- _Problem to work on_:
The answer must be every entry, retyped without a single difference.

*** Opening Input material ***

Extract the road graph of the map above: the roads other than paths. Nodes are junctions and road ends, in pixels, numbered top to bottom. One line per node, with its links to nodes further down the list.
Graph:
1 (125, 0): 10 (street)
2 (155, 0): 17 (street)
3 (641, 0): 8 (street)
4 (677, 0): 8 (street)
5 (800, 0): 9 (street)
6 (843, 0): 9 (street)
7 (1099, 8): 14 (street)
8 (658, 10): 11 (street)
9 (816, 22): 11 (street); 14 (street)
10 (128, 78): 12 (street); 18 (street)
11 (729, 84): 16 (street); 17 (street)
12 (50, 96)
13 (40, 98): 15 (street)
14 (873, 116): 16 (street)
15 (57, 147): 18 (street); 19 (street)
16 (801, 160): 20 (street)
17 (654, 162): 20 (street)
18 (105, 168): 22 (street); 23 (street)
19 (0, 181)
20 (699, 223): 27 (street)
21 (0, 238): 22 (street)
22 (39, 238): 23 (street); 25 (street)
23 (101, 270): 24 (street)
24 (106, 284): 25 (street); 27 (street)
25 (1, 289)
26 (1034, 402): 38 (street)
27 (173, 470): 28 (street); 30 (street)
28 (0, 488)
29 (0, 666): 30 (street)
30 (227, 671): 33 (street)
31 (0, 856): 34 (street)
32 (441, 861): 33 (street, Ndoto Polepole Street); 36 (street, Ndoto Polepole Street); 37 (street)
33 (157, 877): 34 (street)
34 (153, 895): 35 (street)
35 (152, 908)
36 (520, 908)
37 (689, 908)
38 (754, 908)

*** Closing Input material ***

- _Expected output_:
Extract the road graph of the map above: the roads other than paths. Nodes are junctions and road ends, in pixels, numbered top to bottom. One line per node, with its links to nodes further down the list.
Graph:
1 (125, 0): 10 (street)
2 (155, 0): 17 (street)
3 (641, 0): 8 (street)
4 (677, 0): 8 (street)
5 (800, 0): 9 (street)
6 (843, 0): 9 (street)
7 (1099, 8): 14 (street)
8 (658, 10): 11 (street)
9 (816, 22): 11 (street); 14 (street)
10 (128, 78): 12 (street); 18 (street)
11 (729, 84): 16 (street); 17 (street)
12 (50, 96)
13 (40, 98): 15 (street)
14 (873, 116): 16 (street)
15 (57, 147): 18 (street); 19 (street)
16 (801, 160): 20 (street)
17 (654, 162): 20 (street)
18 (105, 168): 22 (street); 23 (street)
19 (0, 181)
20 (699, 223): 27 (street)
21 (0, 238): 22 (street)
22 (39, 238): 23 (street); 25 (street)
23 (101, 270): 24 (street)
24 (106, 284): 25 (street); 27 (street)
25 (1, 289)
26 (1034, 402): 38 (street)
27 (173, 470): 28 (street); 30 (street)
28 (0, 488)
29 (0, 666): 30 (street)
30 (227, 671): 33 (street)
31 (0, 856): 34 (street)
32 (441, 861): 33 (street, Ndoto Polepole Street); 36 (street, Ndoto Polepole Street); 37 (street)
33 (157, 877): 34 (street)
34 (153, 895): 35 (street)
35 (152, 908)
36 (520, 908)
37 (689, 908)
38 (754, 908)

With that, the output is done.